He adds that because Veritas appliances are built with a zero-trust architecture from day one, once the data gets into the appliances, it is protected from ransomware and any other zero-day vulnerabilities.
With NetBackup IT Analytics, Bryant explains, healthcare organizations can monitor their compute storage, network bandwidth, cloud use and ingress/egress fees, which trigger alerts when unusual activity is detected.
“That is something that we’ve tied to cyber resiliency, because similar to the deduplication rate and backup times going up, a high storage input/output rate is a good indicator that something’s being encrypted,” he says. “It’s the same thing with CPU utilization.

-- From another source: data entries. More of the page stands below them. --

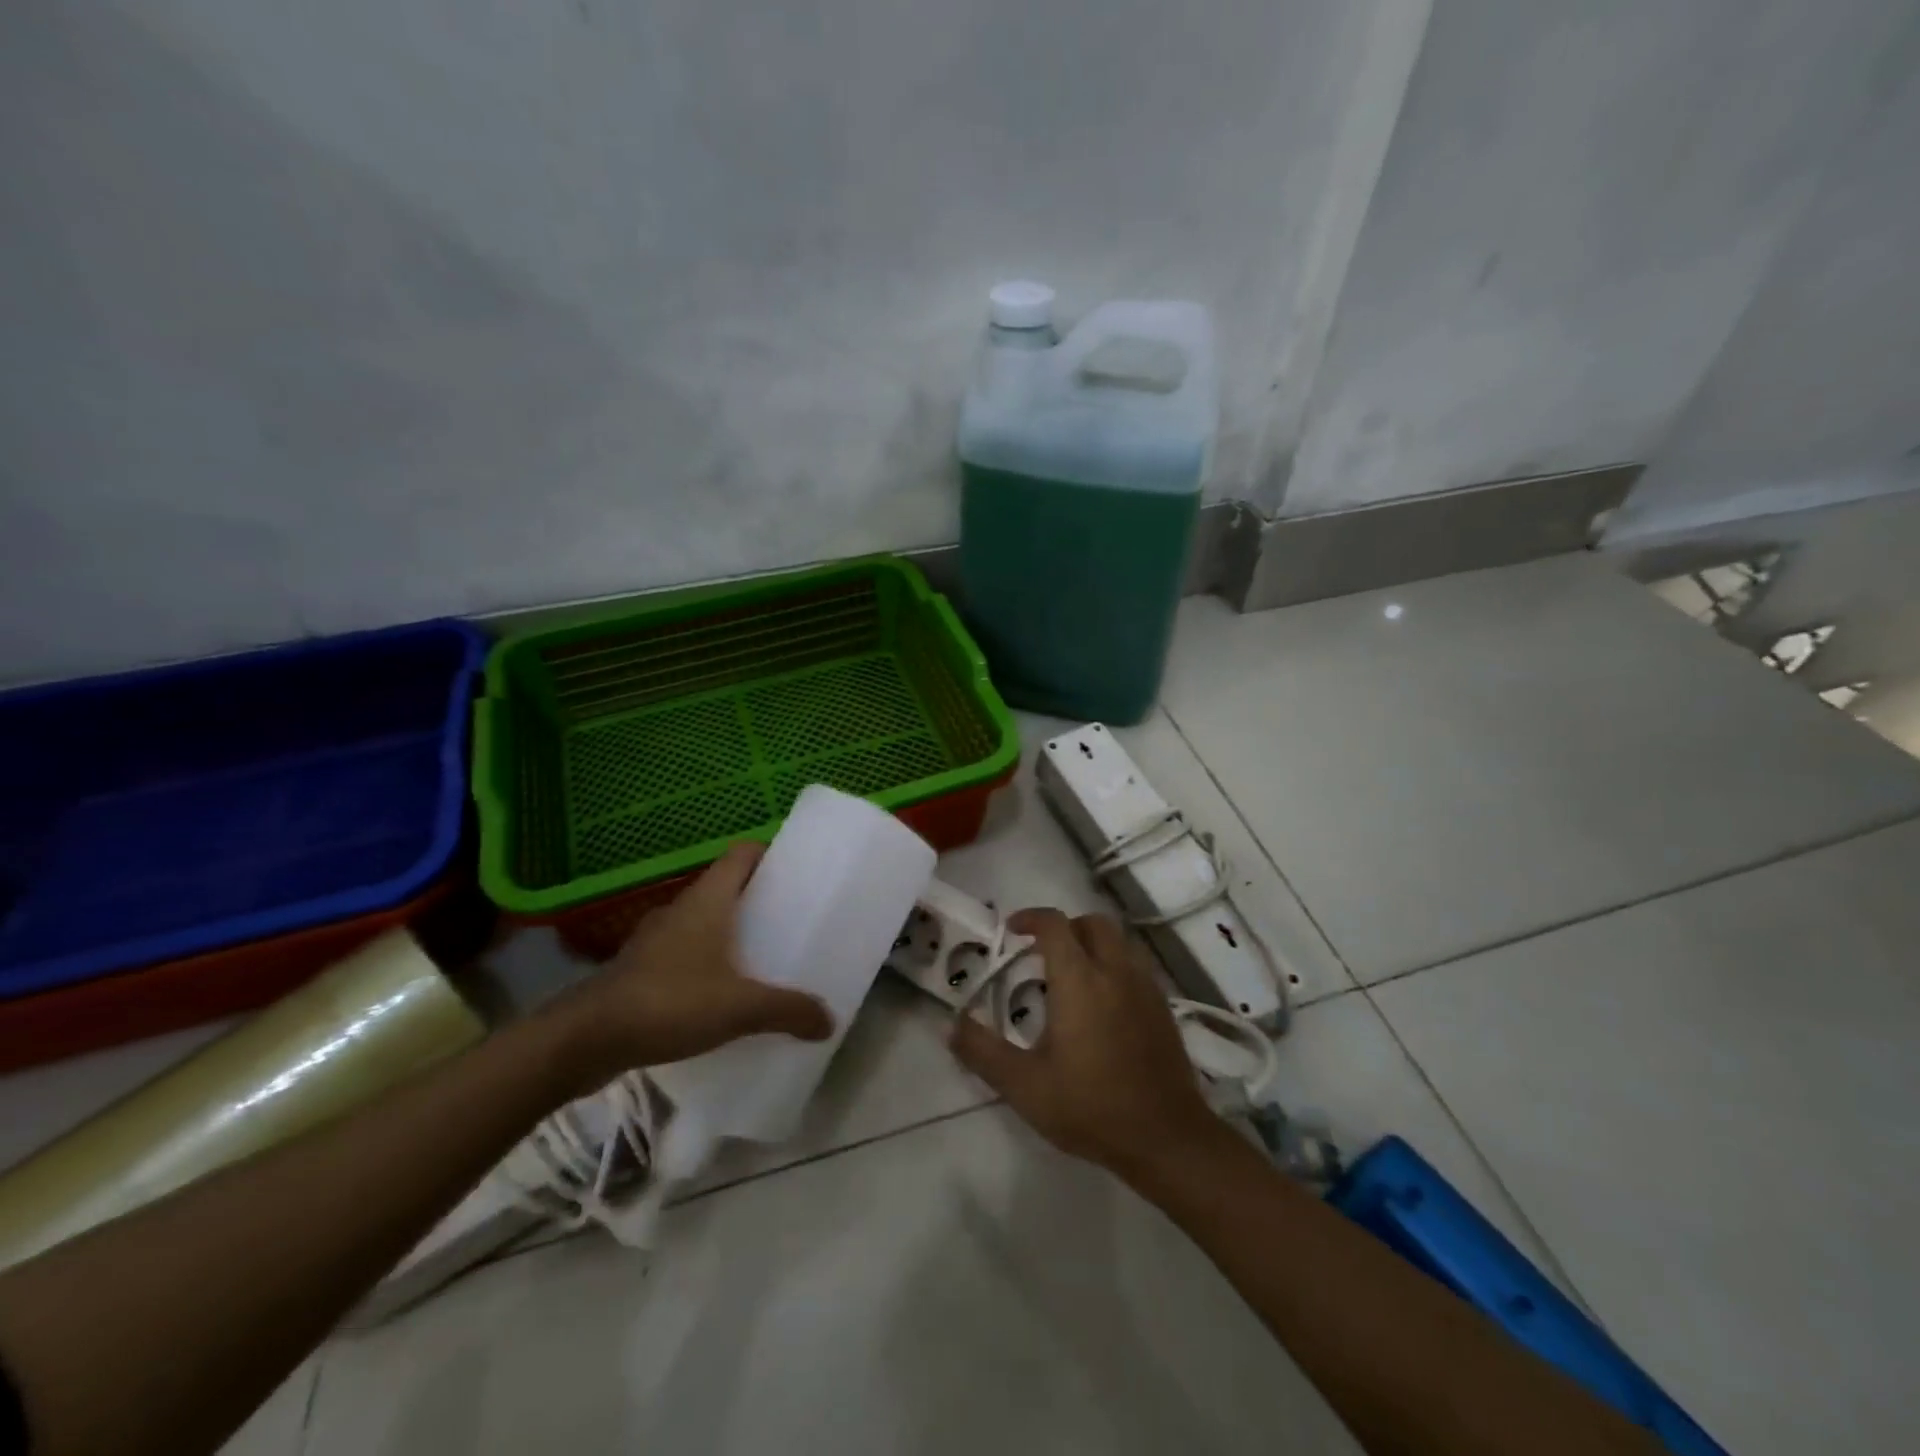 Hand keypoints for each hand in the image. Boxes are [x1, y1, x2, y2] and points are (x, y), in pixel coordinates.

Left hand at [549, 843, 832, 1091]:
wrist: (584, 1039)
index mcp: (707, 900)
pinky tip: (718, 995)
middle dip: (757, 899)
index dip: (769, 854)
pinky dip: (703, 963)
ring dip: (728, 933)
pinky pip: (682, 953)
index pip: (741, 854)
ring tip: (759, 959)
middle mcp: (681, 909)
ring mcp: (655, 938)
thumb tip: (829, 1020)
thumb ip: (787, 1010)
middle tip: (789, 921)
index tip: (796, 872)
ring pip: (702, 921)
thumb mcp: (739, 1008)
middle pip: (725, 887)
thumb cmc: (669, 1002)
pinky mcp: (638, 968)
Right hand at [948, 908, 1219, 1180]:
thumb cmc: (1091, 1106)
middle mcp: (1115, 971)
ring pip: (1119, 941)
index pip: (1055, 925)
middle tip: (1041, 953)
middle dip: (1065, 927)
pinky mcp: (1163, 1007)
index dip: (1030, 918)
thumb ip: (983, 1052)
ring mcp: (1145, 987)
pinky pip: (1135, 965)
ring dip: (1092, 943)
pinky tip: (1103, 1003)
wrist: (1166, 1138)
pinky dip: (1114, 965)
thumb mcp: (1025, 1085)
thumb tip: (949, 1025)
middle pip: (1092, 923)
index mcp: (1080, 980)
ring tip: (1071, 976)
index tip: (1011, 930) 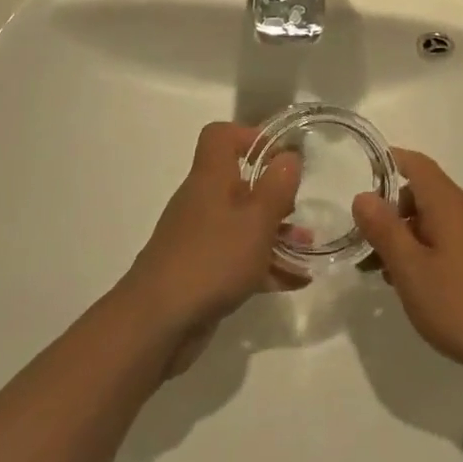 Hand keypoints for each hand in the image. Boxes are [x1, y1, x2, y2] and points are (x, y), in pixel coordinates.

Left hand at [120, 123, 301, 362]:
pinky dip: (264, 265)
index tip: (280, 156)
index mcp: (211, 178)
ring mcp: (199, 238)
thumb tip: (290, 155)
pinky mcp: (201, 272)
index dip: (250, 137)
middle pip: (238, 182)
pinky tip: (294, 281)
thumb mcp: (256, 220)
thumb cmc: (211, 260)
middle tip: (299, 209)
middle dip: (273, 194)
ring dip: (274, 232)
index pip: (220, 136)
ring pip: (242, 223)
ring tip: (306, 248)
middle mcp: (202, 201)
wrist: (155, 325)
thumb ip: (277, 186)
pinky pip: (238, 258)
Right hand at [352, 150, 462, 389]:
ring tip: (382, 272)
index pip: (415, 164)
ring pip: (433, 219)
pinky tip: (414, 285)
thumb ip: (385, 230)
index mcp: (448, 203)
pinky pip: (447, 239)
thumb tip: (363, 195)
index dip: (387, 163)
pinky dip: (424, 250)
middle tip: (364, 242)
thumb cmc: (461, 304)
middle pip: (422, 192)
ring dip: (405, 236)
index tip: (359, 179)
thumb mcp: (411, 269)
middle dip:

We use that holistically to manage the environment.”
The Value Proposition of Data Recovery for Healthcare Organizations
Bryant notes that the tool itself helps organizations reduce their overall storage costs by as much as 20 percent, a value proposition that helps pay for the cyber resiliency project.
“We use this data to help organizations better understand where their data is and how to control their costs and their data,” Bryant says.
Veritas’ Enterprise Vault service lets healthcare organizations harness their communications — including more than 80 different types of communication, from email to social media — and automatically identifies the most relevant content to ensure compliance and to curate for value.
“It creates a bigger picture of what’s really going on,” Bryant says. “Say you want to develop a new treatment protocol for diabetes. You probably want to talk to your top endocrinologist. But instead of just talking to one or two endocrinologists, you could harvest all the communications and treatment protocols within your endocrinology department to come up with a best practice.”
EXPLORE: Why storage and backups are a key component of healthcare cybersecurity.
In the wake of the pandemic, Bryant has noticed a better partnership between the clinicians and the technology team.
“We’re having those conversations proactively about a healthcare organization’s existing technologies, to help design the IT disaster resiliency that’s needed,” he explains.
This collaboration between IT teams and clinicians allows them to have real conversations about resiliency, which applications need to come up and what order.
“We’ve seen more adoption of Software as a Service and cloud-based solutions in healthcare in the past two years than in the past 10 years combined, mostly because of the pandemic,” Bryant says. “What they’ve also started to realize is that it’s the healthcare organization’s responsibility to protect those cloud assets.”